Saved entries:

━━━━━━━━

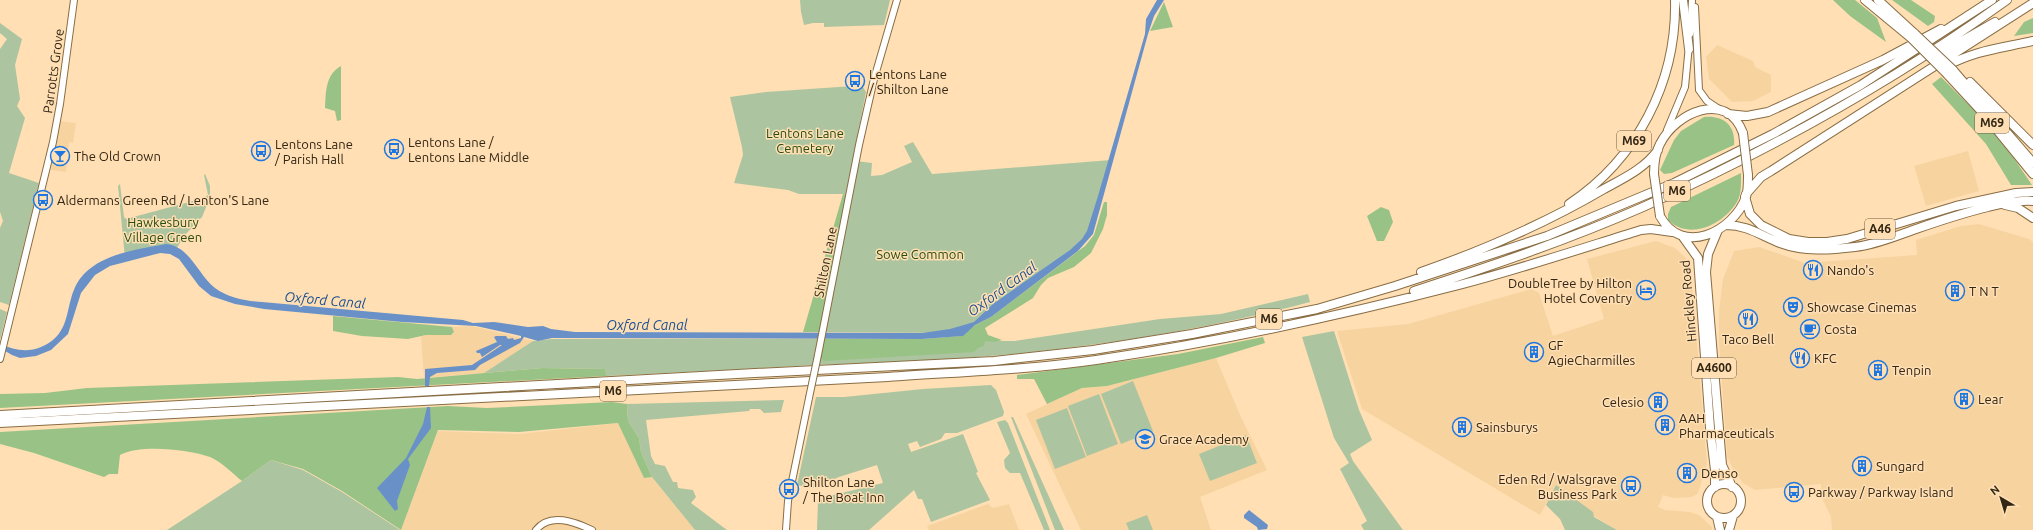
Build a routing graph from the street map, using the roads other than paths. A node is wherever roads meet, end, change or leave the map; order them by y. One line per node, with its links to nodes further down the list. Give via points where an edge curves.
1 (897, 0): 46 (main road, Shilton Lane, bridge, via 874,79 859,145 788,501)
2 (1675, 0): 33 (highway, M69, via 1673,38 1667,68 1654,106 1636,137 1610,170 1582,196)
3 (1683, 0): 14 (highway)
4 (1693, 0): 14 (main road); 17 (main road, via 1699,90 1707,101)
5 (1865, 0): 12 (highway, M69)
6 (1878, 0): 12 (highway, M69)
7 (1985, 0): 19 (highway, via 1908,48 1783,105 1756,115)
8 (1992, 0): 35 (highway, M6, via 1854,89 1773,134 1674,183 1547,236)
9 (2007, 0): 16 (highway, M6, via 1954,37)
10 (73, 1): 37 (main road, Parrotts Grove, via 53,142)
11 (2030, 4): 16 (highway); 18 (highway)
12 (1913, 36): 15 (highway, M69, bridge); 15 (highway, M69, bridge, via 1940,57)
13 (2033, 41): 18 (highway, via 1984,50 1961,58)
14 (1689, 49): 20 (main road, via 1683,92)
15 (1952, 71): 21 (highway); 23 (highway, M69); 24 (highway, M69)
16 (1866, 92): 36 (highway, M6, via 1815,122 1642,208 1550,245 1472,272)
17 (1719, 110): 19 (highway); 20 (highway, via 1705,109 1692,113 1676,123)
18 (1862, 113): 25 (highway, via 1761,177)
19 (1728, 114): 25 (highway, bridge, via 1743,133 1748,175)
20 (1664, 137): 22 (highway)
21 (2033, 145)
22 (1658, 150): 32 (highway, bridge, via 1654,174 1660,216); 33 (highway, via 1643,167 1584,201)
23 (2033, 163)
24 (2033, 174)
25 (1746, 196): 26 (highway, A46, via 1750,214 1760,225 1789,239 1808,242 1847,239 1956,206 2016,193); 30 (highway, via 1734,217)
26 (2032, 197): 27 (highway, A46); 28 (highway)
27 (1997, 205): 29 (highway, A46, via 2018,208); 30 (highway, A46, via 1954,216 1884,240 1837,249 1793,247 1741,225)
28 (2033, 213)
29 (2033, 218)
30 (1726, 225): 31 (highway)
31 (1718, 230): 34 (highway, via 1698,237); 41 (highway, Hinckley Road / A4600, via 1708,254 1706,272 1720,447 1724,473)
32 (1672, 232): 34 (highway); 36 (highway, via 1640,230 1460,285)
33 (1518, 233): 35 (highway, via 1470,255)
34 (1684, 237): 40 (highway, Hinckley Road / A4600, via 1696,253 1699,264)
35 (1317, 309): 38 (highway, M6, via 1192,334 994,362 747,373)
36 (1318, 320): 39 (highway, M6, via 1125,355 994,370)
37 (0, 359)
38 (0, 415)
39 (0, 423)
40 (1715, 487): 41 (highway, via 1722,484); 43 (highway, via 1709,494 1708,503 1711,512)
41 (1732, 487): 42 (highway, via 1739,492 1742,500 1740,508)
42 (1733, 516): 43 (highway); 48 (highway)
43 (1717, 517): 47 (highway)
44 (536, 530): 45 (main road, via 542,524 557,520 572,522)
45 (592, 530)
46 (786, 530)
47 (1720, 530)
48 (1729, 530)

━━━━━━━━

» **Exercise**
Give back each entry exactly as it appears, with no pictures.

» **Response**
Build a routing graph from the street map, using the roads other than paths. A node is wherever roads meet, end, change or leave the map; order them by y. One line per node, with its links to nodes further down the list. Give via points where an edge curves.
1 (897, 0): 46 (main road, Shilton Lane, bridge, via 874,79 859,145 788,501)
2 (1675, 0): 33 (highway, M69, via 1673,38 1667,68 1654,106 1636,137 1610,170 1582,196)
3 (1683, 0): 14 (highway)
4 (1693, 0): 14 (main road); 17 (main road, via 1699,90 1707,101)
5 (1865, 0): 12 (highway, M69)
6 (1878, 0): 12 (highway, M69)
7 (1985, 0): 19 (highway, via 1908,48 1783,105 1756,115)
8 (1992, 0): 35 (highway, M6, via 1854,89 1773,134 1674,183 1547,236)
9 (2007, 0): 16 (highway, M6, via 1954,37)
10 (73, 1): 37 (main road, Parrotts Grove, via 53,142)
11 (2030, 4): 16 (highway); 18 (highway)
12 (1913, 36): 15 (highway, M69, bridge); 15 (highway, M69, bridge, via 1940,57)
13 (2033, 41): 18 (highway, via 1984,50 1961,58)
14 (1689, 49): 20 (main road, via 1683,92)
15 (1952, 71): 21 (highway); 23 (highway, M69); 24 (highway, M69)
16 (1866, 92): 36 (highway, M6, via 1815,122 1642,208 1550,245 1472,272)
17 (1719, 110): 19 (highway); 20 (highway, via 1705,109 1692,113 1676,123)
18 (1862, 113): 25 (highway, via 1761,177)
19 (1728, 114): 25 (highway, bridge, via 1743,133 1748,175)
20 (1664, 137): 22 (highway)
21 (2033, 145)
22 (1658, 150): 32 (highway, bridge, via 1654,174 1660,216); 33 (highway, via 1643,167 1584,201)
23 (2033, 163)
24 (2033, 174)
25 (1746, 196): 26 (highway, A46, via 1750,214 1760,225 1789,239 1808,242 1847,239 1956,206 2016,193); 30 (highway, via 1734,217)
26 (2032, 197): 27 (highway, A46); 28 (highway)
27 (1997, 205): 29 (highway, A46, via 2018,208); 30 (highway, A46, via 1954,216 1884,240 1837,249 1793,247 1741,225)
28 (2033, 213)
29 (2033, 218)
30 (1726, 225): 31 (highway)
31 (1718, 230): 34 (highway, via 1698,237); 41 (highway, Hinckley Road / A4600, via 1708,254 1706,272 1720,447 1724,473)
32 (1672, 232): 34 (highway); 36 (highway, via 1640,230 1460,285)
33 (1518, 233): 35 (highway, via 1470,255)
34 (1684, 237): 40 (highway, Hinckley Road / A4600, via 1696,253 1699,264)
35 (1317, 309): 38 (highway, M6, via 1192,334 994,362 747,373)
36 (1318, 320): 39 (highway, M6, via 1125,355 994,370)
37 (0, 359)
38 (0, 415)
39 (0, 423)
40 (1715, 487): 41 (highway, via 1722,484); 43 (highway, via 1709,494 1708,503 1711,512)
41 (1732, 487): 42 (highway, via 1739,492 1742,500 1740,508)
42 (1733, 516): 43 (highway); 48 (highway)
43 (1717, 517): 47 (highway)
44 (536, 530): 45 (main road, via 542,524 557,520 572,522)
45 (592, 530)
46 (786, 530)
47 (1720, 530)
48 (1729, 530)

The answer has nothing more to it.